Одним и тем же тоном. Но в первый раз он именовал меня «сын», как примерного рядового, в другой – «сынок», как полкового любимца и в третий, – «сынишка», как возлюбленного баловня всей армии, которому все простится. Он говорил эти слова ровно, словно считывая их с листа, – чтобы у встречных не появилось сомнения в моей сыновней связи с ним. У меня должны были появиться в их глазах высокое звание и громкий титул. О, если бы они сразу услышали три степени сыновности.
Почему «гостинец»? Ведь гостинец привез я – три литра меда. А может, он хотел побыть в гостях у меня? Дурацкое слово «гостинец».

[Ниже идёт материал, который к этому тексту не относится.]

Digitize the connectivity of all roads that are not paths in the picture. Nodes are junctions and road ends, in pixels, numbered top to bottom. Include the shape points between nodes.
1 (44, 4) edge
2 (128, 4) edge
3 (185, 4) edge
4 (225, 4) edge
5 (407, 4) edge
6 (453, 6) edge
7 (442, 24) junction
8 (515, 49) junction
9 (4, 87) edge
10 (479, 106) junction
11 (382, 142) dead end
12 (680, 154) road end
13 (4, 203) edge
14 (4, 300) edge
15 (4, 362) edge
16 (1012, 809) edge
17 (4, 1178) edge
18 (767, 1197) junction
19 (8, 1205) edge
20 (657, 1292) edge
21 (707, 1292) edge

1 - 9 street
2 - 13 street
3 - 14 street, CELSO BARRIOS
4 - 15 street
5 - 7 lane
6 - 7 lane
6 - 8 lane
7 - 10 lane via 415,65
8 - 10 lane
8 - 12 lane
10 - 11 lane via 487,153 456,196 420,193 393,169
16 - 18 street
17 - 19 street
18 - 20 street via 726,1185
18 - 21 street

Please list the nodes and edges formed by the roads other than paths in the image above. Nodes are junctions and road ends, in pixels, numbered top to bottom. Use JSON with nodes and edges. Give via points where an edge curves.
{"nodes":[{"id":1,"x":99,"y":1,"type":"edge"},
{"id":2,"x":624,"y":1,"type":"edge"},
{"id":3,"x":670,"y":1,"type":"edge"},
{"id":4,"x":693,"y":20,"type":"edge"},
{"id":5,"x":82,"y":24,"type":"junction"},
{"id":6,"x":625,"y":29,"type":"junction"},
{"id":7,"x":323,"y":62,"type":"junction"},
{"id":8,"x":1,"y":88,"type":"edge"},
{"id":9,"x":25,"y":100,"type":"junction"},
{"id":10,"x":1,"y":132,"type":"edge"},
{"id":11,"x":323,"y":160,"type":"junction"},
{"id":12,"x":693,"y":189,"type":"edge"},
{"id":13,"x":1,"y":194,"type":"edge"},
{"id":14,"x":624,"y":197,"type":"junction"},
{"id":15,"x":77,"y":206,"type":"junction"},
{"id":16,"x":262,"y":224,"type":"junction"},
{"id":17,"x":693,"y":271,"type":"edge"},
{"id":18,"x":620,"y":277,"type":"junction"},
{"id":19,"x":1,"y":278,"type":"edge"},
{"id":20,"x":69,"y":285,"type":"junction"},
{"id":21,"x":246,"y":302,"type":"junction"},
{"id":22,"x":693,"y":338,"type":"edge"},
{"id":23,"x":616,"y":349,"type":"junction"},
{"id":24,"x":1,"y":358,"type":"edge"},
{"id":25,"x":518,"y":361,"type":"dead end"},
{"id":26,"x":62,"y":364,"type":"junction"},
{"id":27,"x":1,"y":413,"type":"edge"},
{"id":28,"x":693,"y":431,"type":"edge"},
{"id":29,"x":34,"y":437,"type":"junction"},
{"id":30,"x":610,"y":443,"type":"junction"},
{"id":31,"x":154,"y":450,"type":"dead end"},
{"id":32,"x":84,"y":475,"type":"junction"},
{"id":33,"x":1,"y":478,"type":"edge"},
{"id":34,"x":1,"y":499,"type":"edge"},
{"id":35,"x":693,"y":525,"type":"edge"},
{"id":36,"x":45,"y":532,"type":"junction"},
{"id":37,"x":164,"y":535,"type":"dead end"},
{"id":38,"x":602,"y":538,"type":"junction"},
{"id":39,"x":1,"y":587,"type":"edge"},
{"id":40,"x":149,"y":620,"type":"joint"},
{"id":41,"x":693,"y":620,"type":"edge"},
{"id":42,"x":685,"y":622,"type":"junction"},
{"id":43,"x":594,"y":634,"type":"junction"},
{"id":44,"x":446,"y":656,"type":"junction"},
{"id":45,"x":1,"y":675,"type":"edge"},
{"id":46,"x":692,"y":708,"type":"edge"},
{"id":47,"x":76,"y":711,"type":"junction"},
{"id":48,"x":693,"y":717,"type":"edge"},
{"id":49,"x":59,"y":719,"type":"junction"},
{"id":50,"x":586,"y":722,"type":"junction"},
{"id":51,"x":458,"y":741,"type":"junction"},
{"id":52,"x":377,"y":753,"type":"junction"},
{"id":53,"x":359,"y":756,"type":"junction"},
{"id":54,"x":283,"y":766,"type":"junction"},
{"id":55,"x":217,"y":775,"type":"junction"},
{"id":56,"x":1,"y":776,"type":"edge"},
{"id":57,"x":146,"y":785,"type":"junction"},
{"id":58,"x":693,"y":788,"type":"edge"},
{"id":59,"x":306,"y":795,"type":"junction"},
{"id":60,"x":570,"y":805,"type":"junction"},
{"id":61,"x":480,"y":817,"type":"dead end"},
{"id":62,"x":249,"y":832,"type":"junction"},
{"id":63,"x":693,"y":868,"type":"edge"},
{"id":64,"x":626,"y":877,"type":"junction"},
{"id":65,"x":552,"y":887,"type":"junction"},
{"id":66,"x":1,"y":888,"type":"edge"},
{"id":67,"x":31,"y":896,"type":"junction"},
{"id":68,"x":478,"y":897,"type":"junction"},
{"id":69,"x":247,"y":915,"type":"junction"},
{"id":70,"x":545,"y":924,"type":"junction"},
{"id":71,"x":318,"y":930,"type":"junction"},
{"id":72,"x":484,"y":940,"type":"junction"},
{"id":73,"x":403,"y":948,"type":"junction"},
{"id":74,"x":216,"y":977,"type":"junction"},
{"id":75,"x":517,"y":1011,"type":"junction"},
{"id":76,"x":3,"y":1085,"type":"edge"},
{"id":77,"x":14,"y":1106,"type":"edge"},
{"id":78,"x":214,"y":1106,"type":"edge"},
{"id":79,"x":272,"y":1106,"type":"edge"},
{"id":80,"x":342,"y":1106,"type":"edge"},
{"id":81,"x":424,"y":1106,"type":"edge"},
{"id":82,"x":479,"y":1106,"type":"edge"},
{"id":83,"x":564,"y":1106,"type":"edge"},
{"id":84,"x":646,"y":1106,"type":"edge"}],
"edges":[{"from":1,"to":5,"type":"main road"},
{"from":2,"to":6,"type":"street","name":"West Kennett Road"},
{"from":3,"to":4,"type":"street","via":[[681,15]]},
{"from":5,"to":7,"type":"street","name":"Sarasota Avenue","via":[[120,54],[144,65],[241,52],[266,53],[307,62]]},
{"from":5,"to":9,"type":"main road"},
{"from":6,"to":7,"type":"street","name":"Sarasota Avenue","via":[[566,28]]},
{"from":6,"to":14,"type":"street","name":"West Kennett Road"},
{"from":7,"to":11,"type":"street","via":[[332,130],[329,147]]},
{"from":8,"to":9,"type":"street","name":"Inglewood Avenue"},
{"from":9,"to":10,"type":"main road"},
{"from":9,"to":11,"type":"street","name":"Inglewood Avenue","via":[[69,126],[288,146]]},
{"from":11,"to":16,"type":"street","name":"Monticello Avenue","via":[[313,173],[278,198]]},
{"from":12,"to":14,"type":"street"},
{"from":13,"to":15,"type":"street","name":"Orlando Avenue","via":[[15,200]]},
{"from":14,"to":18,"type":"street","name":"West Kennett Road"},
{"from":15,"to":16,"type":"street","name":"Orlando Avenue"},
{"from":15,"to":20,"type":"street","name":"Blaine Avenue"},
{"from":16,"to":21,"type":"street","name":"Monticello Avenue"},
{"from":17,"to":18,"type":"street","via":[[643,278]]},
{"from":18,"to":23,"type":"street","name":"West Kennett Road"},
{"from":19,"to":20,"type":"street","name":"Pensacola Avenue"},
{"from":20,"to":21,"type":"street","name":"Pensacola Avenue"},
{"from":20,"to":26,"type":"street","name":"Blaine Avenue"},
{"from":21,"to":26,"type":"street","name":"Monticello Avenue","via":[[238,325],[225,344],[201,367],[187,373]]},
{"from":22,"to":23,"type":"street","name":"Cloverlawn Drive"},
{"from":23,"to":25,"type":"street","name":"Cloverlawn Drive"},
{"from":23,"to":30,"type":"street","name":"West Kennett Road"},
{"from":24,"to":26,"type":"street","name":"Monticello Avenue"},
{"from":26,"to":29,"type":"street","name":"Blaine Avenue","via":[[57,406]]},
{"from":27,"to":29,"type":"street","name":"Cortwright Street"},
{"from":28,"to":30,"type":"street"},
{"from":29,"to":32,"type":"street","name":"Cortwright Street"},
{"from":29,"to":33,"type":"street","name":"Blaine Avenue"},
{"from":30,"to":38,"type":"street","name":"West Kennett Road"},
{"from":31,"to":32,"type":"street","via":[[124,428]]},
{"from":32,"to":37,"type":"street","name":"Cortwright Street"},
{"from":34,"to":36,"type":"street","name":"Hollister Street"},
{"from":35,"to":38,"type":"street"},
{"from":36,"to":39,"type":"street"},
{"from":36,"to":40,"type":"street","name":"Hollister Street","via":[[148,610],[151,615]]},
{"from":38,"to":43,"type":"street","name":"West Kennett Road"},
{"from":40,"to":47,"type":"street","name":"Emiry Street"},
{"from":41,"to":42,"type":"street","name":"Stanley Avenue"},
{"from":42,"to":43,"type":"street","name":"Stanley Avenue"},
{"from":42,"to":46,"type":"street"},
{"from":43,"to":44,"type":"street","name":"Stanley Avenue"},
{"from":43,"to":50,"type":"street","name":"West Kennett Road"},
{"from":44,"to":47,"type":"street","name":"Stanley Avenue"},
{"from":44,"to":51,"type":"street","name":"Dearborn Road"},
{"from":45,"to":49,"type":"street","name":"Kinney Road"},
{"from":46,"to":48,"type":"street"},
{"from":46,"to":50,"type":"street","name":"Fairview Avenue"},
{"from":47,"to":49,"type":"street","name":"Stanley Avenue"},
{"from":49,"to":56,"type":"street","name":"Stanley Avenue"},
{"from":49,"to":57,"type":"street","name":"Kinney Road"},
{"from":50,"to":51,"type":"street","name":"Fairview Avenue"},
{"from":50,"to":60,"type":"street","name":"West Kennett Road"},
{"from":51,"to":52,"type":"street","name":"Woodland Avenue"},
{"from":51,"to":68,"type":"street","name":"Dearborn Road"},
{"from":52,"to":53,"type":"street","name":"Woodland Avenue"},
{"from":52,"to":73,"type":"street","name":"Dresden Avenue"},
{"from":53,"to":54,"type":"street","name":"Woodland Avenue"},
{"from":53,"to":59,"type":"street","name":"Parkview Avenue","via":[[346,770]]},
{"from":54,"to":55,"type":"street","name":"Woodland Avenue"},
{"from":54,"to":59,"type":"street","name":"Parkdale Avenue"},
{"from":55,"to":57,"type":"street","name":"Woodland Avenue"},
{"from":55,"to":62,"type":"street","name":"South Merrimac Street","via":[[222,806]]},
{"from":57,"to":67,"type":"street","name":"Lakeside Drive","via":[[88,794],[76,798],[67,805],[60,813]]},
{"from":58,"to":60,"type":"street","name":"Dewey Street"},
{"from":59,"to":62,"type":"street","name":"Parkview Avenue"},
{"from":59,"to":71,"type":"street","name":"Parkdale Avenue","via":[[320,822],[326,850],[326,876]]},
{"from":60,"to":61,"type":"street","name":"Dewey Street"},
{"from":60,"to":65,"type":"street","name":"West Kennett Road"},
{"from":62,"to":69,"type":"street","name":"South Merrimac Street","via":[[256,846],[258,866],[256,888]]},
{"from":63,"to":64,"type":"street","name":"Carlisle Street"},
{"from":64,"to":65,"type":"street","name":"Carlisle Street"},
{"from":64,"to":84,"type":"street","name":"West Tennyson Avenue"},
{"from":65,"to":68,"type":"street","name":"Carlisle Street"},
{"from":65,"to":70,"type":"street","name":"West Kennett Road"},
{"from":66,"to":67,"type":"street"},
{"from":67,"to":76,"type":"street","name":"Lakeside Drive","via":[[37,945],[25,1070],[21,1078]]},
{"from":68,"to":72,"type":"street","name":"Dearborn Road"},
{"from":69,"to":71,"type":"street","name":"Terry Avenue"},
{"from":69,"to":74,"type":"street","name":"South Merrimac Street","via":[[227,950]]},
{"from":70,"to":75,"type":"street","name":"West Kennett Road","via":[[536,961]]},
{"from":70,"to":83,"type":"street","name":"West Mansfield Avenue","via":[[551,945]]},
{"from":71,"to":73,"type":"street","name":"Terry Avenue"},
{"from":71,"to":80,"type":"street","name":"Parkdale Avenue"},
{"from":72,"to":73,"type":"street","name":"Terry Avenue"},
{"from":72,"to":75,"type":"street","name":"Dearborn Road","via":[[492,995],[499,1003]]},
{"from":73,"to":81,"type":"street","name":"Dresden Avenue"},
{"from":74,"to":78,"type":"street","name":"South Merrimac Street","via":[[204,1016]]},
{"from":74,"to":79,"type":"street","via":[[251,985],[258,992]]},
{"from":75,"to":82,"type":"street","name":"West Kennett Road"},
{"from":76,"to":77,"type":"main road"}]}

Мне показалось, что ему тяжело идти со мной, что ему почему-то необходимо оправдываться в глазах встречных сослуживцев. Но, нарекая меня производными имени «сын», он словно предъявлял окружающим меня во всем родственном блеске, что-то им непреложное доказывая.
О странные люди, особенно тот, что сплевывал беспрерывно, пока о чем-то говорил с отцом. До меня донеслось однообразие склоняемых местоимений «моя», «ко мне», «моей», и я цинично ждал появление торжественных форм «моею» и «мною». Но вместо этого собеседник отца сплюнул в сторону кошки так мощно, что на облезшем кусте волчьей ягоды, под которым животное копалось, повисла белая растерзанная медуза. Брезгливое животное метнулось к подолу отцовской шинели. Как под сень. Жалость переполняла мое сердце.

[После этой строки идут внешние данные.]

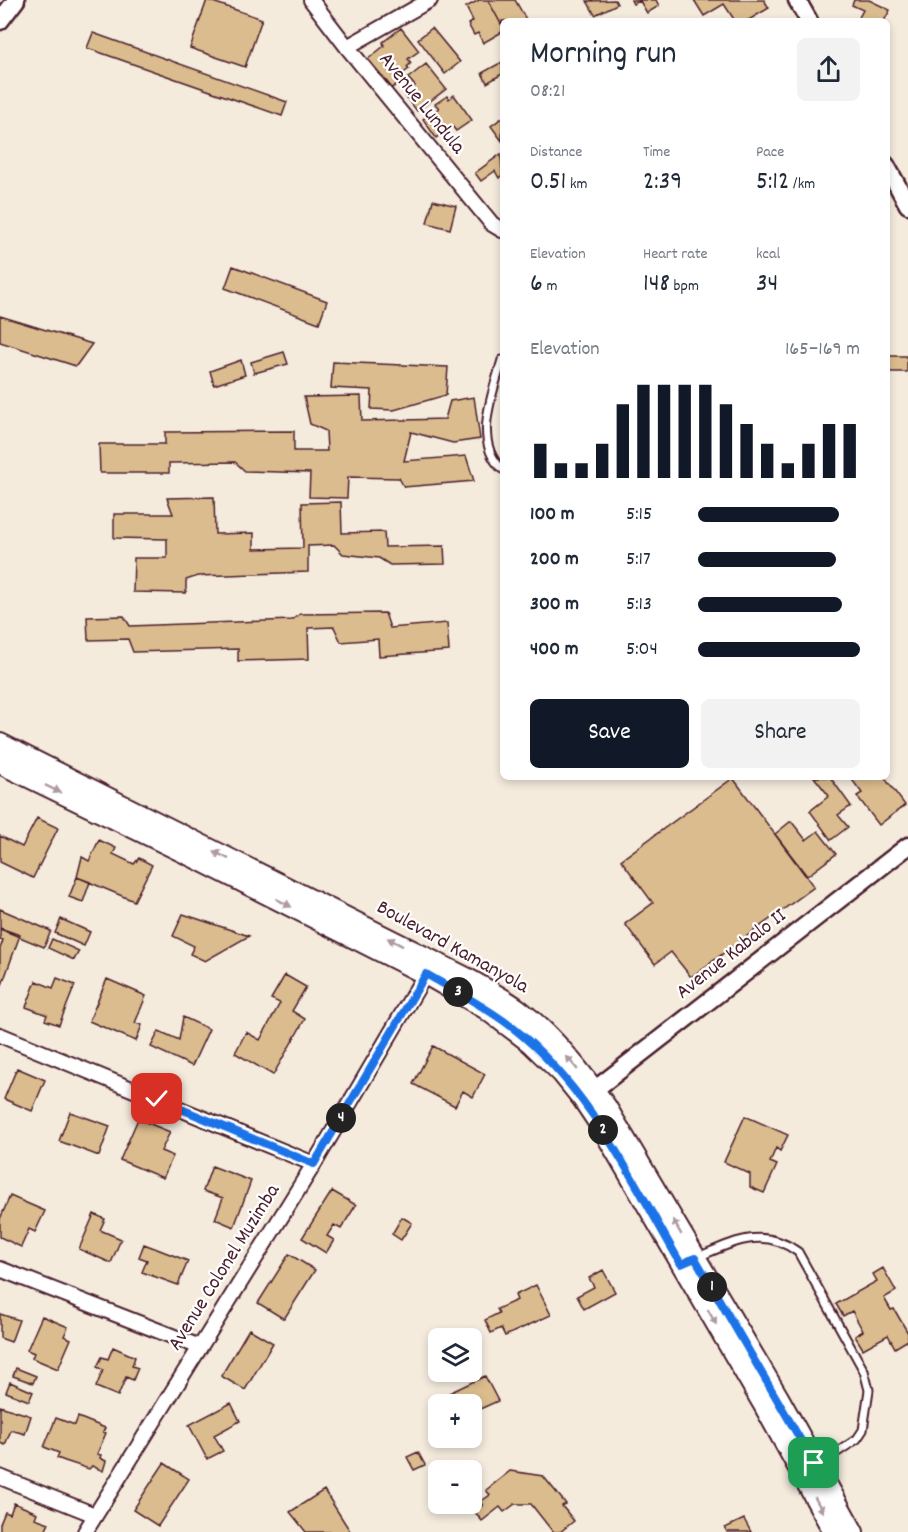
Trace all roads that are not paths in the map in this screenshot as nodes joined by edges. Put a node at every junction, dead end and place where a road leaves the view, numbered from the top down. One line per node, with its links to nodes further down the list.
1 (16, 0): 6 (street)
2 (311, 0): 7 (street, Avenue Lundula)
3 (430, 0): 7 (street)
4 (797, 0): 5 (street)
5 (807, 18)
6 (0, 21)
7 (346, 47): 10 (street, Avenue Lundula)
8 (890, 172): 9 (street)
9 (908, 205)
10 (500, 229)
11 (500, 368): 12 (lane)
12 (500, 467)
13 (0, 744): 15 (main road, Boulevard Kamanyola)
14 (0, 764): 15 (main road, Boulevard Kamanyola, one-way to 15)
15 (138, 822): 17 (main road, Boulevard Kamanyola)
16 (908, 846): 19 (street, Avenue Kabalo II)
17 (429, 968): 19 (main road, Boulevard Kamanyola); 20 (street, Avenue Colonel Muzimba)
18 (0, 1035): 20 (street)
19 (588, 1095): 21 (main road, Boulevard Kamanyola)
20 (314, 1164): 23 (street, Avenue Colonel Muzimba)
21 (688, 1261): 24 (main road, Boulevard Kamanyola); 24 (lane)
22 (0, 1269): 23 (street)
23 (200, 1347): 26 (street, Avenue Colonel Muzimba)
24 (807, 1466): 28 (main road, Boulevard Kamanyola, one-way to 28); 29 (main road, Boulevard Kamanyola)
25 (0, 1477): 26 (street)
26 (95, 1515): 27 (street, Avenue Colonel Muzimba)
27 (85, 1532)
28 (834, 1532)
29 (853, 1532)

– Слышь, твоя кошара? Поймаю – удушу. Как машину поставлю у дома, так на капот садится, всю восковку истоптала, на дворники, падла, ссыт.
Замахнувшись, он сделал в сторону спрятавшейся кошки боевой выпад.

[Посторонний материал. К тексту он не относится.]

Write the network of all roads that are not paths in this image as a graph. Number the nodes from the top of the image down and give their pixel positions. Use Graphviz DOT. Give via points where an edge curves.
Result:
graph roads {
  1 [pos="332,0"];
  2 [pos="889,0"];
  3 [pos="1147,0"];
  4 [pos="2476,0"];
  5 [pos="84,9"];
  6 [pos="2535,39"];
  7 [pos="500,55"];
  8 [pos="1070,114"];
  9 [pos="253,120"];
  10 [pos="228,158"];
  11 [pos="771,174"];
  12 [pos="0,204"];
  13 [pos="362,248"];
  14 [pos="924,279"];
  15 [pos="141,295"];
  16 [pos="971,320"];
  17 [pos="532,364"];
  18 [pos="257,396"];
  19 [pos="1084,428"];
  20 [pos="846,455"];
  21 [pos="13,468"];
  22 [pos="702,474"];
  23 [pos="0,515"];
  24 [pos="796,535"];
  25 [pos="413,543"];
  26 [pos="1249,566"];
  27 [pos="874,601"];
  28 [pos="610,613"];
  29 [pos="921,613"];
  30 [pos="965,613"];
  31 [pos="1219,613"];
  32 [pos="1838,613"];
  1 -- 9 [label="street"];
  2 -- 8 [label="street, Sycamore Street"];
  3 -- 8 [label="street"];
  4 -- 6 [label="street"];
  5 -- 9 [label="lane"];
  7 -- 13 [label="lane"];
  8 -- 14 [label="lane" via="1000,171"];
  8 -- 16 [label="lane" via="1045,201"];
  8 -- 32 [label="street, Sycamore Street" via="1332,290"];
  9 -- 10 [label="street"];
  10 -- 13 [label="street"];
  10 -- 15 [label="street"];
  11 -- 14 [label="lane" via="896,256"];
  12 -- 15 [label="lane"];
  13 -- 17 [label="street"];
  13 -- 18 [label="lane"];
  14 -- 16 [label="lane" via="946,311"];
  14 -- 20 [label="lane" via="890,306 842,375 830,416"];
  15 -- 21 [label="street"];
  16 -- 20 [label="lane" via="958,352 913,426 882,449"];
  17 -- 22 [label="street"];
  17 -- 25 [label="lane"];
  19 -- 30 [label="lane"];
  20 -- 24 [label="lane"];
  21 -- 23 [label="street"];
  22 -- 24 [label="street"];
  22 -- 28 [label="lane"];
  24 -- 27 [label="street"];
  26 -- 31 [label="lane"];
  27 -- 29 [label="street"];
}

– Ну, будь, я блядь до гаража, – козыряет отцу человек-плевательница, показав два оттопыренных пальца. То ли голова черта, то ли три четверти стакана. От него пахнуло пережеванным перегаром.
Отец качает головой и снова берет меня за руку.
– Ну, совсем медуза, – говорит он.
То ли о плевках, то ли об этом человеке. В его словах не было ни брезгливости, ни осуждения.
Неотвязная кошка левой лапкой бережно закапывает за собой сырую ямку, она при этом странно смежает глаза, полные довольства.
– Как щурится, глянь, ну чисто баба, – замечает разулыбавшийся отец.
Мне не понятно это сравнения.
У него совсем мягкая, совсем несильная сухая кисть. Это столь контрастно с жестким обшлагом рукава шинели. «Нежная ласта», – думаю я. Мне страшно, что он вот-вот выпустит мою руку, так как моя ладонь, как кажется мне, постыдно и отчаянно липко потеет, потеет и полна немужской холодной слабости. Как перед обмороком.
И он то и дело то напрягал свою кисть, то расслаблял ее, играя со мной, показывал мне, что всё, и я тоже, еще в его власти, что он якобы может все что угодно сжать и поворотить в любую сторону. Но мне было ясно, что ничего он уже не может, что от него уже ничего не зависит, что он опоздал и пребывает в глухом беспробудном тупике. В нетях этого захолустья.
Я почувствовал, что глядя по сторонам, на дальние леса, перекопанные картофельные огороды, распаханные пашни и битые дороги, он не устанавливает между ними и собой предела. Что то, что простерто вокруг, – уже и он сам. И от этого мне делалось невыразимо грустно. Мне было его как-то невыразимо жаль. Почти больно за него. Но больно, если под этим понимать протяженность – им.